Repeat the whole listing exactly as written.
# # # # #
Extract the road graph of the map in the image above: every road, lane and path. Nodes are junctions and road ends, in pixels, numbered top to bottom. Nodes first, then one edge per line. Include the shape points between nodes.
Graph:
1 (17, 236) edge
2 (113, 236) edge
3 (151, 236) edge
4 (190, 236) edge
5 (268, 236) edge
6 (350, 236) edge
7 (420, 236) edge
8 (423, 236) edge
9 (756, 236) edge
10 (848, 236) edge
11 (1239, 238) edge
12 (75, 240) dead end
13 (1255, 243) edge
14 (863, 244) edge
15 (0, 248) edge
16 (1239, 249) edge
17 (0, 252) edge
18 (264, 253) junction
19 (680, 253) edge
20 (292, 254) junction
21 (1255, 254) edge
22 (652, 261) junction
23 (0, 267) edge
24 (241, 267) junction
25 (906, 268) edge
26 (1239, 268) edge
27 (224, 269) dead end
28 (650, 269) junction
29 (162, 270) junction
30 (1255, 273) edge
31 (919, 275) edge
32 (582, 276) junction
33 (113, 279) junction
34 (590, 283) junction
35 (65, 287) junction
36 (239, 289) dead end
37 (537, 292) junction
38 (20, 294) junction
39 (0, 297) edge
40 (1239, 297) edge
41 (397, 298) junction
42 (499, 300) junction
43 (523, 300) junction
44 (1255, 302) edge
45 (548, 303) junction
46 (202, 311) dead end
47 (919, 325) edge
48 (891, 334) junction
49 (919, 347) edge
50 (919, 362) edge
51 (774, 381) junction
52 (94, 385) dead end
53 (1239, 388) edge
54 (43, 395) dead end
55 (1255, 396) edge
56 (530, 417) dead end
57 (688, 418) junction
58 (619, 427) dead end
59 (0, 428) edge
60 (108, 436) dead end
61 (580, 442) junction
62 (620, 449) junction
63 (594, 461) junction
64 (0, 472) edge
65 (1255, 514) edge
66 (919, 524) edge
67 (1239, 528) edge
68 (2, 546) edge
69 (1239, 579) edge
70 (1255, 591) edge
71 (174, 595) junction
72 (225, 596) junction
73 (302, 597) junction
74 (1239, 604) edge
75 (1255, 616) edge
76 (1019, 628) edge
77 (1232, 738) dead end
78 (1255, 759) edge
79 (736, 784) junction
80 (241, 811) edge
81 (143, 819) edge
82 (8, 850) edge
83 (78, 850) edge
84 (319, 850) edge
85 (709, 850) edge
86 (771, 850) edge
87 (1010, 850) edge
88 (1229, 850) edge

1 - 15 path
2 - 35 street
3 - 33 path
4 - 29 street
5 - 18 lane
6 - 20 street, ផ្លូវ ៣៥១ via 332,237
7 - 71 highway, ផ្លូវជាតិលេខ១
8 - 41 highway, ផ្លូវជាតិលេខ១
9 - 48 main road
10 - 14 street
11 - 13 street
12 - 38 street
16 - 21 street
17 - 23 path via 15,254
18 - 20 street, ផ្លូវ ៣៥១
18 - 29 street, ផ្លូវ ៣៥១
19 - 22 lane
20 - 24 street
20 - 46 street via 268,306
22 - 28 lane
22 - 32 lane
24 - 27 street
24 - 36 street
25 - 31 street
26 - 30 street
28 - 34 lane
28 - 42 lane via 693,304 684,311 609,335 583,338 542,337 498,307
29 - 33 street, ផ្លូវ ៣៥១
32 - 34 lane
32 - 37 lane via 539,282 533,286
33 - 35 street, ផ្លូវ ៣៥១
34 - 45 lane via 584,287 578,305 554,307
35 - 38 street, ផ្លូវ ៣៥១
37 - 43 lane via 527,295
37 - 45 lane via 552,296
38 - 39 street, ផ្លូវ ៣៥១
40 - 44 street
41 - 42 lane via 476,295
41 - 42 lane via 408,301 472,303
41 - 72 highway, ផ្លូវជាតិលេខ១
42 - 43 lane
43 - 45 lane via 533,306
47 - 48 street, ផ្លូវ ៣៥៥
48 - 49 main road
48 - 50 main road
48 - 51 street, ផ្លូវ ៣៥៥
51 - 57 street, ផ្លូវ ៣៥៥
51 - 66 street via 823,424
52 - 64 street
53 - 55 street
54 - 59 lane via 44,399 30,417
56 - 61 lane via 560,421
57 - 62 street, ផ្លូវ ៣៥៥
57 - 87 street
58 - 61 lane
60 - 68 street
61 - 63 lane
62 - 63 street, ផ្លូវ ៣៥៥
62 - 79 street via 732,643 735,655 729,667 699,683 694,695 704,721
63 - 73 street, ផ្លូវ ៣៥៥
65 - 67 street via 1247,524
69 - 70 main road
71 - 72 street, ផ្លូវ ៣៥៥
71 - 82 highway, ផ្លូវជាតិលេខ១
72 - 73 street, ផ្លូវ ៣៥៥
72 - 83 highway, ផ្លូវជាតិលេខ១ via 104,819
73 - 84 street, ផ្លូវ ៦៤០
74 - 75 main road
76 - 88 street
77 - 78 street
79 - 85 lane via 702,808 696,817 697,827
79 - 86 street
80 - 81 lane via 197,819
# # # # #
ANSWER BOX:
Extract the road graph of the map in the image above: every road, lane and path. Nodes are junctions and road ends, in pixels, numbered top to bottom. Nodes first, then one edge per line. Include the shape points between nodes.
Graph:
1 (17, 236) edge
2 (113, 236) edge
3 (151, 236) edge
4 (190, 236) edge
5 (268, 236) edge
6 (350, 236) edge
7 (420, 236) edge
8 (423, 236) edge
9 (756, 236) edge
10 (848, 236) edge
11 (1239, 238) edge
12 (75, 240) dead end
13 (1255, 243) edge
14 (863, 244) edge
15 (0, 248) edge
16 (1239, 249) edge
17 (0, 252) edge
18 (264, 253) junction
19 (680, 253) edge
20 (292, 254) junction
21 (1255, 254) edge
22 (652, 261) junction
23 (0, 267) edge
24 (241, 267) junction
25 (906, 268) edge
26 (1239, 268) edge
27 (224, 269) dead end
28 (650, 269) junction
29 (162, 270) junction
30 (1255, 273) edge
31 (919, 275) edge
32 (582, 276) junction
33 (113, 279) junction
34 (590, 283) junction
35 (65, 287) junction
36 (239, 289) dead end
37 (537, 292) junction
38 (20, 294) junction
39 (0, 297) edge
40 (1239, 297) edge
41 (397, 298) junction
42 (499, 300) junction
43 (523, 300) junction
44 (1255, 302) edge
45 (548, 303) junction
46 (202, 311) dead end
47 (919, 325) edge
48 (891, 334) junction
49 (919, 347) edge
50 (919, 362) edge
51 (774, 381) junction
52 (94, 385) dead end
53 (1239, 388) edge
54 (43, 395) dead end
55 (1255, 396) edge
56 (530, 417) dead end
57 (688, 418) junction
58 (619, 427) dead end
59 (0, 428) edge
60 (108, 436) dead end
61 (580, 442) junction
62 (620, 449) junction
63 (594, 461) junction
64 (0, 472) edge
65 (1255, 514) edge
66 (919, 524) edge
67 (1239, 528) edge
68 (2, 546) edge
69 (1239, 579) edge
70 (1255, 591) edge
71 (174, 595) junction
72 (225, 596) junction
73 (302, 597) junction
74 (1239, 604) edge
75 (1255, 616) edge
76 (1019, 628) edge
77 (1232, 738) dead end
78 (1255, 759) edge
79 (736, 784) junction
80 (241, 811) edge
81 (143, 819) edge
82 (8, 850) edge
83 (78, 850) edge
84 (319, 850) edge
85 (709, 850) edge
86 (771, 850) edge
87 (1010, 850) edge
88 (1229, 850) edge

1 - 15 path
2 - 35 street
3 - 33 path
4 - 29 street
5 - 18 lane
6 - 20 street, ផ្លូវ ៣៥១ via 332,237
7 - 71 highway, ផ្លូវជាតិលេខ១
8 - 41 highway, ផ្លូវជាតិលេខ១
9 - 48 main road
10 - 14 street
11 - 13 street
12 - 38 street
16 - 21 street
17 - 23 path via 15,254
18 - 20 street, ផ្លូវ ៣៥១
18 - 29 street, ផ្លូវ ៣៥១
19 - 22 lane
20 - 24 street
20 - 46 street via 268,306
22 - 28 lane
22 - 32 lane
24 - 27 street
24 - 36 street
25 - 31 street
26 - 30 street
28 - 34 lane
28 - 42 lane via 693,304 684,311 609,335 583,338 542,337 498,307
29 - 33 street, ផ្លូវ ៣៥១
32 - 34 lane
32 - 37 lane via 539,282 533,286
33 - 35 street, ផ្លូវ ៣៥១
34 - 45 lane via 584,287 578,305 554,307
35 - 38 street, ផ្លូវ ៣៥១
37 - 43 lane via 527,295
37 - 45 lane via 552,296
38 - 39 street, ផ្លូវ ៣៥១
40 - 44 street
41 - 42 lane via 476,295
41 - 42 lane via 408,301 472,303
41 - 72 highway, ផ្លូវជាតិលេខ១
42 - 43 lane
43 - 45 lane via 533,306
47 - 48 street, ផ្លូវ ៣៥៥
48 - 49 main road
48 - 50 main road
48 - 51 street, ផ្លូវ ៣៥៥
51 - 57 street, ផ្លូវ ៣៥៥
51 - 66 street via 823,424
52 - 64 street
53 - 55 street
54 - 59 lane via 44,399 30,417
56 - 61 lane via 560,421
57 - 62 street, ផ្លូវ ៣៥៥
57 - 87 street
58 - 61 lane
60 - 68 street
61 - 63 lane
62 - 63 street, ផ្លូវ ៣៥៥
62 - 79 street via 732,643 735,655 729,667 699,683 694,695 704,721
63 - 73 street, ផ្លូវ ៣៥៥
65 - 67 street via 1247,524
69 - 70 main road
71 - 72 street, ផ្លូវ ៣៥៥
71 - 82 highway, ផ្លូវជាតិលេខ១
72 - 73 street, ផ្លូវ ៣៥៥
72 - 83 highway, ផ្លូវជាតិលេខ១ via 104,819
73 - 84 street, ផ្លូវ ៦៤០
74 - 75 main road
76 - 88 street
77 - 78 street
79 - 85 lane via 702,808 696,817 697,827
79 - 86 street
80 - 81 lane via 197,819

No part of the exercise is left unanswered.